OASIS Mailing List ArchivesView the OASIS mailing list archive below
or browse/search using MarkMail.


Help: OASIS Mailing Lists Help | MarkMail Help

xliff message

[Date Prev] | [Thread Prev] | [Thread Next] | [Date Next] -- [Date Index] | [Thread Index] | [List Home]

Subject: RE: [xliff] Segmentation as core or not

Hi Helena:
The minimum unit of text that you translate is called "segment" in the translation industry.
A "segment" could be a complete novel, a chapter, a paragraph, a sentence or just a bunch of words.
When text is extracted from a file and placed in an XLIFF file, it is stored in elements that contain "segments". Large segments, small segments, we don't care.
Some tools create segments that must be further processed and split into smaller pieces a a later time.
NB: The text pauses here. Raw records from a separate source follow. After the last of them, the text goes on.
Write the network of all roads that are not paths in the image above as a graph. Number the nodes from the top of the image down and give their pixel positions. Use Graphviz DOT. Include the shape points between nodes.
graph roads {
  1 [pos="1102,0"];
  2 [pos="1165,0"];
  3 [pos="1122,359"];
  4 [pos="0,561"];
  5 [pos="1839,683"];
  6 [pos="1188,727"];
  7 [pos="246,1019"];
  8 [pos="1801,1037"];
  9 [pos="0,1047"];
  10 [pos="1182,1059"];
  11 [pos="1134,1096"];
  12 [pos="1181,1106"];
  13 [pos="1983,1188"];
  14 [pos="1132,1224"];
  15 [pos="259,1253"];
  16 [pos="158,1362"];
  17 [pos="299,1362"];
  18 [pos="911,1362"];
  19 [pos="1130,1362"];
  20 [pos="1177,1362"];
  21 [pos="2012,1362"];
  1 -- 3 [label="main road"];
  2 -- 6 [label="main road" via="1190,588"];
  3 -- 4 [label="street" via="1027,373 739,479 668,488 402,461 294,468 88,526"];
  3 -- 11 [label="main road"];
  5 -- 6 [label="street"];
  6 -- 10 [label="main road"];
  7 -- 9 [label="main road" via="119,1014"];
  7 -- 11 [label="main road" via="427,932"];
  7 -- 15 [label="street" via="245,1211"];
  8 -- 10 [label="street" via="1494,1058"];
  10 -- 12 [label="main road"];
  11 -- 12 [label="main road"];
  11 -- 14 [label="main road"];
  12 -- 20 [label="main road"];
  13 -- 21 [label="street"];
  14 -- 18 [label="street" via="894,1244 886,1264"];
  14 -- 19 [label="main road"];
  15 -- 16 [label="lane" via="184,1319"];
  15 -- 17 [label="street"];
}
For example, some tools extract paragraphs, put them on the XLIFF file and then, in a second pass, split these paragraphs into sentences.
Other tools create segments that contain the dimension selected by the end user before the XLIFF is created. My tools, for example, ask the user if paragraph or sentence level segmentation is desired and then extract the text, partition the text at sentence level if the user wants it, and finally create the XLIFF file.
Whatever is stored in an XLIFF file when it is created, is already segmented at some level. The original segmentation may or may not need to be adjusted.
So, as you said, there are two different processes to consider:
1) Extraction of translatable text and placement in the XLIFF file, forming the original segments
2) Optional refinement of original segments to fit the partitioning desired by the end user

Task 1) needs to be supported by XLIFF core and the required structure must be placed in the main specification.
Task 2) can be done using the same elements and attributes used in part 1) but may need additional elements and attributes. Those additional elements and attributes could be considered a module.
So far I see many TC members confusing task 2), which actually could be called "re-segmentation", with the segmentation that naturally happens when an XLIFF file is created in task 1).
The minimum set of elements that we need for task 1) is already included in the schema draft. These elements are: <file>, <unit>, <source>, <target> and the inline elements to be added (we have a good set being defined).
To avoid the problems that exist today in XLIFF 1.2, I added 2 elements that I consider important: <segment> and <ignorable>.
Having <segment> and <ignorable> as defined in the schema allows us to change segmentation at any time, without affecting conversion of the XLIFF file to original format when the translation is completed. This is a big step forward to compatibility.
If we put the layer that allows adjusting segmentation (<segment> and <ignorable> for the time being) in an optional module, we will be repeating the same mistake done with the introduction of <seg-source> as optional layer in XLIFF 1.2. It will be necessary to duplicate source text in the translation unit in order to know what is translatable and what isn't. Current compatibility issues will persist.
Unfortunately, we have to stop here and define what we want to do before moving on. We cannot wait until the semantics of core and module have been defined.
I cannot continue working on the schema and specification if the TC doesn't know if the proposed element tree is OK or not.
I need to know if this basic structure is accepted by all members (or at least the majority) before moving on:
 - An XLIFF document contains 1 or more <file> elements that contain one or more portions of translatable text stored in <unit> elements.
 - A <unit> contains one or more <segment> elements and zero, one or more <ignorable> elements.
 - Translatable text is stored in one <source> element contained in each <segment> element and its corresponding translation is stored in a sibling <target> element.
 - Portions of text that should not be translated but must remain in the XLIFF file are stored in one <source> element contained in <ignorable> elements.
 - Optional translations for <source> child of <ignorable> can be stored in sibling <target> elements
The above list summarizes what we have so far in the schema draft. If it is not accepted, we need to restart our work on XLIFF 2.0 introducing a new design.
Rodolfo M. Raya
Maxprograms http://www.maxprograms.com
-------- Original Message --------
Subject: RE: [xliff] Segmentation as core or not
From: Helena S Chapman <hchapman@us.ibm.com>
Date: Tue, November 08, 2011 1:12 pm
To: "Rodolfo M. Raya" <rmraya@maxprograms.com>
Cc: xliff@lists.oasis-open.org

Rodolfo. You brought up an interesting point "To apply segmentation process to an already existing XLIFF file is an optional task. Recording that such task has been performed is the  optional part. For the process to be possible, the text must already be in the XLIFF file and it has to be in some containers. "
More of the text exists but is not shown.